- **Task directions**: Reproduce each entry exactly, so that everything except the pictures is carried over.
Segment Open
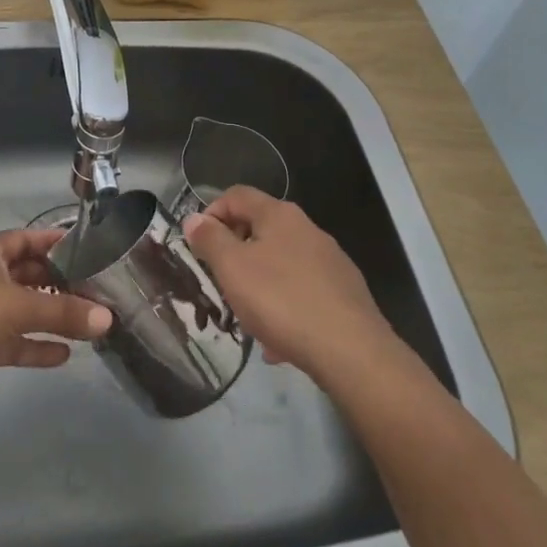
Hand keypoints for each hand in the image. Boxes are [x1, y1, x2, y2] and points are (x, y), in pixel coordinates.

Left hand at [0, 228, 112, 415]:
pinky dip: (34, 345)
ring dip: (49, 316)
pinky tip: (62, 355)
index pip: (24, 239)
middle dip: (57, 282)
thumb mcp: (19, 306)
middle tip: (93, 290)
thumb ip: (64, 312)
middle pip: (26, 275)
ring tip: (85, 323)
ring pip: (21, 310)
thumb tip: (108, 318)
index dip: (52, 241)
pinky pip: (12, 341)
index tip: (84, 248)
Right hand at [183, 187, 394, 379]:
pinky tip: (279, 342)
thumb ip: (210, 240)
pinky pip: (302, 291)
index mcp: (279, 214)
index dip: (211, 213)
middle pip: (260, 228)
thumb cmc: (282, 301)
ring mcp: (330, 260)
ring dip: (259, 284)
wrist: (352, 351)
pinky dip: (285, 307)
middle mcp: (307, 228)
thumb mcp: (232, 268)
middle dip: (235, 253)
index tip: (199, 245)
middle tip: (220, 282)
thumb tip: (194, 219)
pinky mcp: (345, 292)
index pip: (236, 195)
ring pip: (281, 264)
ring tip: (248, 319)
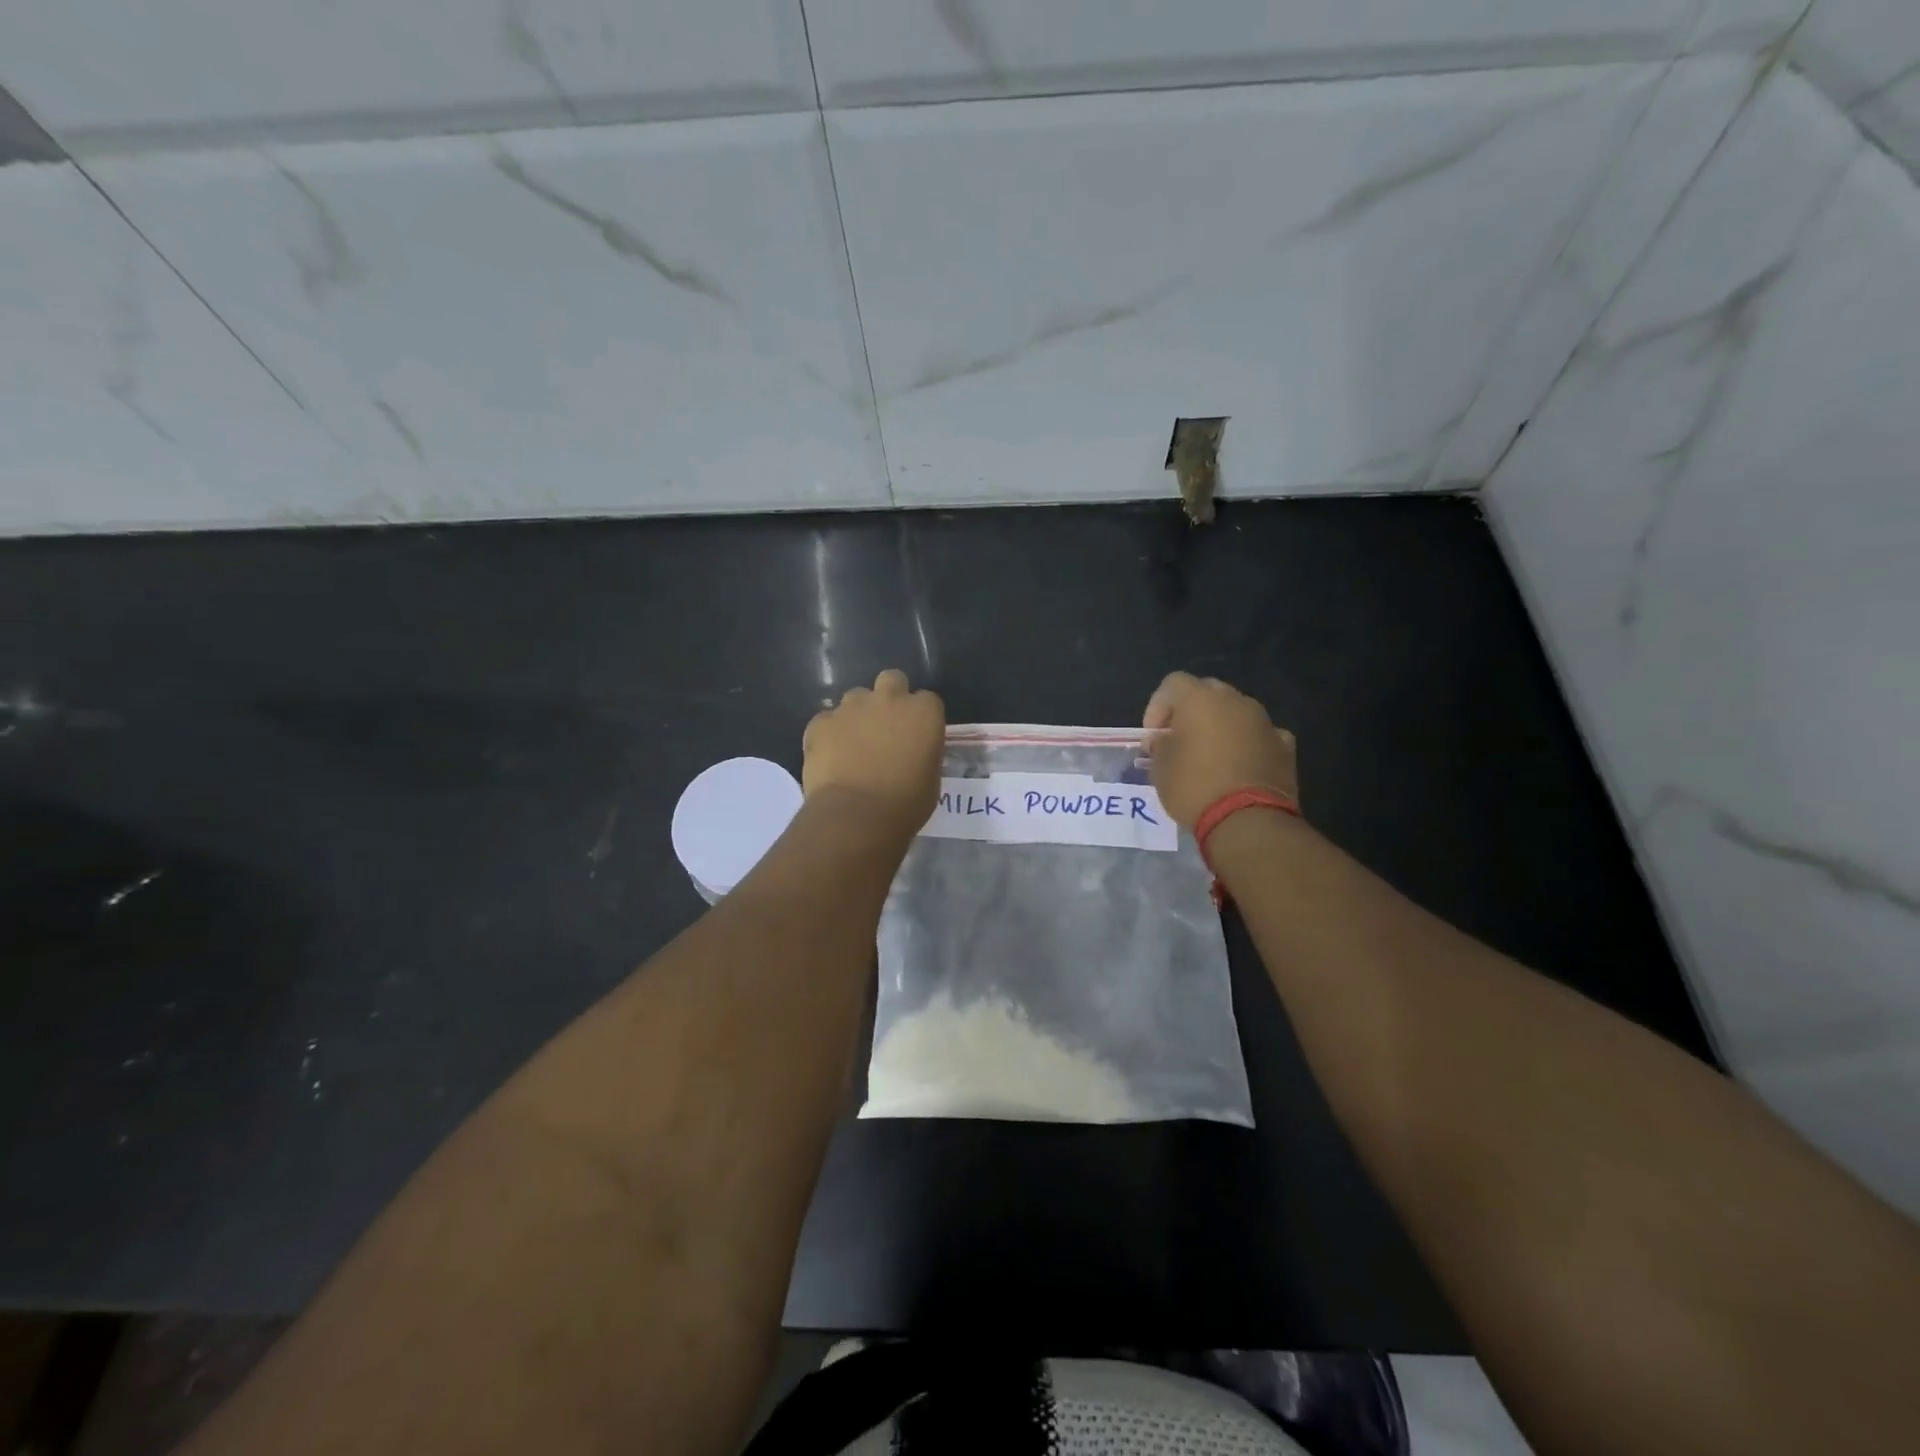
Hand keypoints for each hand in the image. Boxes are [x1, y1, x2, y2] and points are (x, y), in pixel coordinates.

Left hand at [803, 669, 944, 837]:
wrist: (856, 816)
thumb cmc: (905, 804)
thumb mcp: (931, 779)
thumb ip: (923, 754)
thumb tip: (914, 753)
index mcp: (923, 713)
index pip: (927, 700)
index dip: (920, 717)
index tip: (916, 735)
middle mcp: (889, 699)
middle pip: (892, 680)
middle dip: (889, 697)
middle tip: (886, 727)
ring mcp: (851, 707)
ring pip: (856, 697)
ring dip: (858, 714)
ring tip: (854, 745)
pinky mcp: (821, 722)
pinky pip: (827, 720)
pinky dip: (830, 733)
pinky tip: (831, 757)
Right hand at [1142, 672, 1297, 830]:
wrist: (1248, 821)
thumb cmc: (1194, 788)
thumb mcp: (1160, 769)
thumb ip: (1160, 745)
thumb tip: (1163, 739)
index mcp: (1200, 699)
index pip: (1173, 684)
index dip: (1157, 706)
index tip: (1154, 736)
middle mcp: (1235, 701)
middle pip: (1207, 692)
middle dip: (1191, 712)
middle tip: (1180, 740)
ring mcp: (1264, 721)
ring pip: (1236, 712)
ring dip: (1221, 726)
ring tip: (1211, 756)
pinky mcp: (1285, 745)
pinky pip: (1260, 735)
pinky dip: (1248, 744)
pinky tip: (1241, 767)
Segment Closed
- **Your response**:
Hand keypoints for each hand in the image. Boxes are [x1, y1, x2, y2] and points are (x, y), in pixel coordinates.

Left hand at [0, 228, 112, 415]:
pinky dip: (34, 345)
ring dip: (49, 316)
pinky tip: (62, 355)
index pip: (24, 239)
middle dip: (57, 282)
thumb mcp: (19, 306)
middle tip: (93, 290)
thumb ip: (64, 312)
middle pip: (26, 275)
ring tip: (85, 323)
ring pip: (21, 310)
thumb tip: (108, 318)
index dip: (52, 241)
pinky pip: (12, 341)
index tip: (84, 248)
Right hand at [183, 187, 394, 379]:
pinky tip: (279, 342)
thumb ip: (210, 240)
pinky pip: (302, 291)
index mcp: (279, 214)
index dip: (211, 213)
middle pip: (260, 228)
thumb cmc: (282, 301)
ring mcp: (330, 260)
ring dip: (259, 284)
wrist: (352, 351)
pinky dip: (285, 307)
middle mcp: (307, 228)
thumb mcp: (232, 268)
middle dip: (235, 253)
index tip: (199, 245)
middle tip: (220, 282)
thumb tip: (194, 219)
pinky mcp: (345, 292)
index pip: (236, 195)
ring pip: (281, 264)
ring tip: (248, 319)
Hand keypoints for each hand in the image. Boxes are [x1, y1, x2, y2] and points are (x, y), in pixel coordinates.

Left hand at [803, 669, 944, 837]:
wrist: (856, 816)
thumb cmc: (905, 804)
thumb mcp: (931, 779)
thumb ip: (923, 754)
thumb tip: (914, 753)
index mcp: (923, 713)
index pip: (927, 700)
index dip: (920, 717)
index tip: (916, 735)
middle mcp: (889, 699)
middle pip: (892, 680)
middle dip: (889, 697)
middle tip: (886, 727)
ring mcp: (851, 707)
ring pip: (856, 697)
ring dip: (858, 714)
ring tip: (854, 745)
pinky mcp: (821, 722)
pinky pip: (827, 720)
pinky dip: (830, 733)
pinky tip: (831, 757)
Right hand at [1142, 672, 1297, 830]:
wrist: (1248, 821)
thumb cmc: (1194, 788)
thumb mcp: (1160, 769)
thumb ip: (1160, 745)
thumb tip: (1163, 739)
index mcp: (1200, 699)
index pip: (1173, 684)
index dip: (1157, 706)
index tip: (1154, 736)
middle mcp: (1235, 701)
middle pip: (1207, 692)
middle dip: (1191, 712)
middle tip: (1180, 740)
ring mcp: (1264, 721)
ring pip: (1236, 712)
ring dip: (1221, 726)
ring tip: (1211, 756)
pinky mcp: (1285, 745)
pinky pip: (1260, 735)
pinky dip: (1248, 744)
pinky tip: (1241, 767)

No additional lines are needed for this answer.